REQUIRED ACTION ::
The data should be printed in full, character for character.

ENTRIES SUPPLIED ::
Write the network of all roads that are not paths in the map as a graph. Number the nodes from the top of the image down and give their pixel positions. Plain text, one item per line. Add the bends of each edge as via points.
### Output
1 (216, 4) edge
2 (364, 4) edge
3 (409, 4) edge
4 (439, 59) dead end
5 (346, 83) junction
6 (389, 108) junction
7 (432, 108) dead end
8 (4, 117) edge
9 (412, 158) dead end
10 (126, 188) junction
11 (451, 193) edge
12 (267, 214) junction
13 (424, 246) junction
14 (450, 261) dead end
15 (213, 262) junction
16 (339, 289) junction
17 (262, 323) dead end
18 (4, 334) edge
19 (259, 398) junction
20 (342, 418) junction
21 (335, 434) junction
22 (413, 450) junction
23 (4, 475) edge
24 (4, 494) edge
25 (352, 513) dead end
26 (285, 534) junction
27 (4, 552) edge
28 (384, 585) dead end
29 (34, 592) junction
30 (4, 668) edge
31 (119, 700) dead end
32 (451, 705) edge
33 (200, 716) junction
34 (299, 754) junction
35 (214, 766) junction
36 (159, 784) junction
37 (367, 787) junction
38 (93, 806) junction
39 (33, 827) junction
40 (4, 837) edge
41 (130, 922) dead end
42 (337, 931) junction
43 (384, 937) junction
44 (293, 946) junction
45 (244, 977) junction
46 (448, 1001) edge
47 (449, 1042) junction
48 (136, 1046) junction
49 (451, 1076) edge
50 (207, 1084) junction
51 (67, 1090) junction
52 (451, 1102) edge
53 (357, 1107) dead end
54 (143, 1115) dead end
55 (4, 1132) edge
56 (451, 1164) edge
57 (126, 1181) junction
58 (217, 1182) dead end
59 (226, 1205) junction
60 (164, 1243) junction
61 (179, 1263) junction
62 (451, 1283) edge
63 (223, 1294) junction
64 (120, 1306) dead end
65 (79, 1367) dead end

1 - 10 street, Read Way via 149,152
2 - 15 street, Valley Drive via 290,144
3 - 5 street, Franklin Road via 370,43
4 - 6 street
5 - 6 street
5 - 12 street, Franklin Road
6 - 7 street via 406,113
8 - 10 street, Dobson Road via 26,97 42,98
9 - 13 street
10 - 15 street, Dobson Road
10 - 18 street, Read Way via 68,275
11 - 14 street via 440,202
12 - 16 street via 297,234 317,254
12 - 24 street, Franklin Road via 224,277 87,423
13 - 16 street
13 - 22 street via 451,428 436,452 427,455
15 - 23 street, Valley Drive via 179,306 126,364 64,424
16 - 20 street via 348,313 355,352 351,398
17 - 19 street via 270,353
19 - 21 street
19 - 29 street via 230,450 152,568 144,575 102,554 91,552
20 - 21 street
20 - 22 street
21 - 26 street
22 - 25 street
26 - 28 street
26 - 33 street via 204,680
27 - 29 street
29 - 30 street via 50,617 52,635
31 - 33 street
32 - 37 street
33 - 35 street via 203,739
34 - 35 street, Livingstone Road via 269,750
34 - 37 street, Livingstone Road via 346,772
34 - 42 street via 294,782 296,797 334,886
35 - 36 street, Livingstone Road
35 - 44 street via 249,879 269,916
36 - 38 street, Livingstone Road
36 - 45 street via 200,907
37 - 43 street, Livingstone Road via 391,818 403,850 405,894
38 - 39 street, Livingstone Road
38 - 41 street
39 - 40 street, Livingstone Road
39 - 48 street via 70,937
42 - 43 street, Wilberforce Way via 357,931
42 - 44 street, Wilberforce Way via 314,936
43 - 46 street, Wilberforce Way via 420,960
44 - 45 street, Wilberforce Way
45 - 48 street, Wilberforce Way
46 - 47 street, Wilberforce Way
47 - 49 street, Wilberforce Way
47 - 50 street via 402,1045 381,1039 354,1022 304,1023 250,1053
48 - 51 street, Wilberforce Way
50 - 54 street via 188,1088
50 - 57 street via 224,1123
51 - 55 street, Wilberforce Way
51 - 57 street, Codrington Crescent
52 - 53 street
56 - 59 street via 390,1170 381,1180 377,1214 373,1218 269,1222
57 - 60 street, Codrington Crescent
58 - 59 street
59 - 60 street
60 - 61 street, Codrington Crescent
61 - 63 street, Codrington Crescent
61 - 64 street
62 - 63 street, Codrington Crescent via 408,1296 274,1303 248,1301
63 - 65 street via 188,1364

TASK ANSWER ::
Write the network of all roads that are not paths in the map as a graph. Number the nodes from the top of the image down and give their pixel positions. Plain text, one item per line. Add the bends of each edge as via points.
### Output
1 (216, 4) edge
2 (364, 4) edge
3 (409, 4) edge
4 (439, 59) dead end
5 (346, 83) junction
6 (389, 108) junction
7 (432, 108) dead end
8 (4, 117) edge
9 (412, 158) dead end
10 (126, 188) junction
11 (451, 193) edge
12 (267, 214) junction
13 (424, 246) junction
14 (450, 261) dead end
15 (213, 262) junction
16 (339, 289) junction
17 (262, 323) dead end
18 (4, 334) edge
19 (259, 398) junction
20 (342, 418) junction
21 (335, 434) junction
22 (413, 450) junction
23 (4, 475) edge
24 (4, 494) edge
25 (352, 513) dead end
26 (285, 534) junction
27 (4, 552) edge
28 (384, 585) dead end
29 (34, 592) junction
30 (4, 668) edge
31 (119, 700) dead end
32 (451, 705) edge
33 (200, 716) junction
34 (299, 754) junction
35 (214, 766) junction
36 (159, 784) junction
37 (367, 787) junction
38 (93, 806) junction
39 (33, 827) junction
40 (4, 837) edge
41 (130, 922) dead end
42 (337, 931) junction
43 (384, 937) junction
44 (293, 946) junction
45 (244, 977) junction
46 (448, 1001) edge
47 (449, 1042) junction
48 (136, 1046) junction
49 (451, 1076) edge
50 (207, 1084) junction
51 (67, 1090) junction
52 (451, 1102) edge
53 (357, 1107) dead end
54 (143, 1115) dead end
55 (4, 1132) edge
56 (451, 1164) edge
57 (126, 1181) junction
58 (217, 1182) dead end
59 (226, 1205) junction
60 (164, 1243) junction
61 (179, 1263) junction
62 (451, 1283) edge
63 (223, 1294) junction
64 (120, 1306) dead end
65 (79, 1367) dead end

1 - 10 street, Read Way via 149,152
2 - 15 street, Valley Drive via 290,144
3 - 5 street, Franklin Road via 370,43
4 - 6 street
5 - 6 street
5 - 12 street, Franklin Road
6 - 7 street via 406,113
8 - 10 street, Dobson Road via 26,97 42,98
9 - 13 street
10 - 15 street, Dobson Road
10 - 18 street, Read Way via 68,275
11 - 14 street via 440,202
12 - 16 street via 297,234 317,254
12 - 24 street, Franklin Road via 224,277 87,423
13 - 16 street
13 - 22 street via 451,428 436,452 427,455
15 - 23 street, Valley Drive via 179,306 126,364 64,424
16 - 20 street via 348,313 355,352 351,398
17 - 19 street via 270,353
19 - 21 street
19 - 29 street via 230,450 152,568 144,575 102,554 91,552
20 - 21 street
20 - 22 street
21 - 26 street
22 - 25 street
26 - 28 street
26 - 33 street via 204,680
27 - 29 street
29 - 30 street via 50,617 52,635
31 - 33 street
32 - 37 street
33 - 35 street via 203,739
34 - 35 street, Livingstone Road via 269,750
34 - 37 street, Livingstone Road via 346,772
34 - 42 street via 294,782 296,797 334,886
35 - 36 street, Livingstone Road
35 - 44 street via 249,879 269,916
36 - 38 street, Livingstone Road
36 - 45 street via 200,907
37 - 43 street, Livingstone Road via 391,818 403,850 405,894
38 - 39 street, Livingstone Road
38 - 41 street
39 - 40 street, Livingstone Road
39 - 48 street via 70,937
42 - 43 street, Wilberforce Way via 357,931
42 - 44 street, Wilberforce Way via 314,936
43 - 46 street, Wilberforce Way via 420,960
44 - 45 street, Wilberforce Way
45 - 48 street, Wilberforce Way
46 - 47 street, Wilberforce Way
47 - 49 street, Wilberforce Way
47 - 50 street via 402,1045 381,1039 354,1022 304,1023 250,1053
48 - 51 street, Wilberforce Way
50 - 54 street via 188,1088
50 - 57 street via 224,1123
51 - 55 street, Wilberforce Way
51 - 57 street, Codrington Crescent
52 - 53 street
56 - 59 street via 390,1170 381,1180 377,1214 373,1218 269,1222
57 - 60 street, Codrington Crescent
58 - 59 street
59 - 60 street
60 - 61 street, Codrington Crescent
61 - 63 street, Codrington Crescent
61 - 64 street
62 - 63 street, Codrington Crescent via 408,1296 274,1303 248,1301
63 - 65 street via 188,1364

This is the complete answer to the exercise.